Task files, prescription maps or variable rate application maps, are in general handy tools and a link between farm management systems and farm machinery. For the tractor itself, the content of a task file is rather limited, but for the connected tractor, the task files contain all the information needed about the work to be done in some specific location. For example, the fertilization task includes target rates for application and can include information about the product to be used.
In everyday farming, the task files reduce the necessity of checking cultivation plans while executing planned actions for the field. One great, but often forgotten advantage of ISOBUS task files for modern farming, is the possibility to start collecting site-specific data about field operations in a comprehensive manner. In the FlexiGroBots project, task files are closely associated with some of the tasks, but the use cases are slightly different from normal use cases of a task file.

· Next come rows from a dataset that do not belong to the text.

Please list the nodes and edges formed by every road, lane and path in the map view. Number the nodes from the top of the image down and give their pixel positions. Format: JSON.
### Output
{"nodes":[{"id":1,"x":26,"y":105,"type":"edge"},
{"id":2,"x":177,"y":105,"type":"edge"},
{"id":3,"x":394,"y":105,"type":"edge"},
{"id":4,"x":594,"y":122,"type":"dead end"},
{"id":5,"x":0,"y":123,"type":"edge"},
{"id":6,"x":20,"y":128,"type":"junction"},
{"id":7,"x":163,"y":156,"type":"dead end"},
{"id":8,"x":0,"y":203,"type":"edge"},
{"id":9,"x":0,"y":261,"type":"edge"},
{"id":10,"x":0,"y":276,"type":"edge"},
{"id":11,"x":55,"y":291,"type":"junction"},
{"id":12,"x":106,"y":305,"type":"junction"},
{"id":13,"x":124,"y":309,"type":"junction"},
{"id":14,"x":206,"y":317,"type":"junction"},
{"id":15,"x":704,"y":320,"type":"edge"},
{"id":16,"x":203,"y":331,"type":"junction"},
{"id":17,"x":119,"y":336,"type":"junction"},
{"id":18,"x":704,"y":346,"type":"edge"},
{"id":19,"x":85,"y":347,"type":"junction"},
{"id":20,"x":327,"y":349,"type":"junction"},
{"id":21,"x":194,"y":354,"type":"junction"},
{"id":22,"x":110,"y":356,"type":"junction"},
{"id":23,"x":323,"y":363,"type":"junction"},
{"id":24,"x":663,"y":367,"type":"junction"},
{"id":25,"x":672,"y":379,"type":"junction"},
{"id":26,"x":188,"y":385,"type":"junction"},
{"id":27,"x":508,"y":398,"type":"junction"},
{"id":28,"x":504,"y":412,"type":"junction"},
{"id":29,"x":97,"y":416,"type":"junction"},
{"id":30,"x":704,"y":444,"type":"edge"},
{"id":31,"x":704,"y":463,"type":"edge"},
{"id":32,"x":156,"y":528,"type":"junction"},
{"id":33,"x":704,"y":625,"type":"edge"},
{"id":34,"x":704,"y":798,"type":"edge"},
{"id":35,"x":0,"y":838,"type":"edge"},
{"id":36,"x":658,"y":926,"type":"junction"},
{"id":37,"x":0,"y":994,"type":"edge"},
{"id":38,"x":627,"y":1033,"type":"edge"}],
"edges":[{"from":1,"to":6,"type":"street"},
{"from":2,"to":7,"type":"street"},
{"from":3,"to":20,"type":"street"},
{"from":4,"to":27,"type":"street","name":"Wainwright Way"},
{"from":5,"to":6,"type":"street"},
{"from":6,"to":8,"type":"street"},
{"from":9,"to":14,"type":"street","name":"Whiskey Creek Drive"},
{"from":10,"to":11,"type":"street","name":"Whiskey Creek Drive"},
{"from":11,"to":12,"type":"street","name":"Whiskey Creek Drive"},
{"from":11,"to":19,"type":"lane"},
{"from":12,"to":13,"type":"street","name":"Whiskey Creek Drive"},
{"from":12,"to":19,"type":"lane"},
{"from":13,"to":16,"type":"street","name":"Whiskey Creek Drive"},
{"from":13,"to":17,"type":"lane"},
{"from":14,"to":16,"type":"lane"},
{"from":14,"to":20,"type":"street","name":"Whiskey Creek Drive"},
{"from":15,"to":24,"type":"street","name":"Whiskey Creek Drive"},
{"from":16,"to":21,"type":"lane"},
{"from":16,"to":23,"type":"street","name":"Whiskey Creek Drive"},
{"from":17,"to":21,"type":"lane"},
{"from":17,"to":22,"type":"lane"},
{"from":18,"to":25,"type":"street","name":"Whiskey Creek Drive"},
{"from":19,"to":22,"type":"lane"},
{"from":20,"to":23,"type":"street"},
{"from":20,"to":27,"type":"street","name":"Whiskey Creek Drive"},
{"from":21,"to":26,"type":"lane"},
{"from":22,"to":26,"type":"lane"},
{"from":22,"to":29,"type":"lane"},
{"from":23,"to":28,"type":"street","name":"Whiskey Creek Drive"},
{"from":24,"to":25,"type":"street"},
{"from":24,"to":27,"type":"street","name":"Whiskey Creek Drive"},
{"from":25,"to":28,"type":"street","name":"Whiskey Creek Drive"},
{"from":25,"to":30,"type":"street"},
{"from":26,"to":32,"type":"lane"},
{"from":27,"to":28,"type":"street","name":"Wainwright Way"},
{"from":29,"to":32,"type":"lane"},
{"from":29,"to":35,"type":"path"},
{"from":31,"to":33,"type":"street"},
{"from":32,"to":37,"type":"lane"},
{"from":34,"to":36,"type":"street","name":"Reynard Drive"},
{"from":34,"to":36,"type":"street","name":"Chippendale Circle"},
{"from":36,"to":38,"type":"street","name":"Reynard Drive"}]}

The content of a task file depends on the work that shall be done, or to be specific, the content depends on the tractor involved in the task. The location of the work is defined by the area in the agricultural domain is usually the field border. This tells the implement where the work should be done and can accordingly be used to activate the implement.
The work itself is further defined in detail with a set of parameters that will guide the tractor in a site and case-specific manner. Such parameters can adjust the tractor within the work area or implement operation in exceptional cases. These parameters also include some information about used products although this product specific information might be on a general level. Moreover, a task file can also include information about the farm, owner or customer of the work area and for instance information about the worker who has been executing the work.
In the FlexiGroBots project, the concept of task files is closely associated with the scenario of pest management in rapeseed cultivation taking place in Finland. Pests in rapeseed are to be detected with an AI service from aerial photographs taken from the field with help of a drone equipped with suitable cameras.
The next step in the field is a target spraying operation with another drone or with an unmanned ground vehicle. In this operation, the areas where pests are detected are points or regions of interest. Current practice with task files is to modify the application rate for the regions where a higher dosage is needed.
The concept in general is very applicable for this project scenario and could work as a start point. However, the current concept does not assume the implement or tractor to have capabilities to identify pests in detail while executing the task as is the case for autonomous field robots. In the case of field robots, the detected locations of pests could be regions of interest in the task file whereas pest detection within these regions could be done by the robot. This kind of approach could enable the use of task files with autonomous units and give an additional option to improve the accuracy of treatments when the executing units have suitable capabilities. This approach will be explored as one of the main activities in the FlexiGroBots project.
Additionally, weed management in grass fields is another project scenario that is associated with task files but in a slightly different manner. In the weeding scenario, individual weeds are to be mechanically removed. Similarly, to the pest scenario, the weeds are first to be detected and for treating large areas it would be practical to utilize drones for collecting a sufficient number of aerial photos for AI and detection. In this case, the operation implies going to the location and extracting the weed from the ground.
When this operation is compared to the concept of task files it can be found that today task files are not used in similar cases. For this scenario, it would be needed to have locations of removable objects in a task file. However, as mechanical removal is something that requires operating at a centimetre level the topic is somewhat like the scenario with pests. The weeds are growing in crop vegetation and the autonomous unit executing the removal does need to detect the weed from other vegetation. The location could describe the weed location at a coarse level and accurate identification could be done by the executing unit.
The presented approaches in this Blog Post will be explored as part of the FlexiGroBots project. On the other hand, for current machinery, the changes are not urgently needed but there is a clear need for increasing the autonomy level in farming machinery. During machinery development, the description of work is not the only relevant aspect as it is equally important to evaluate new possibilities with developing machinery – for instance, more detailed observation of the target before execution.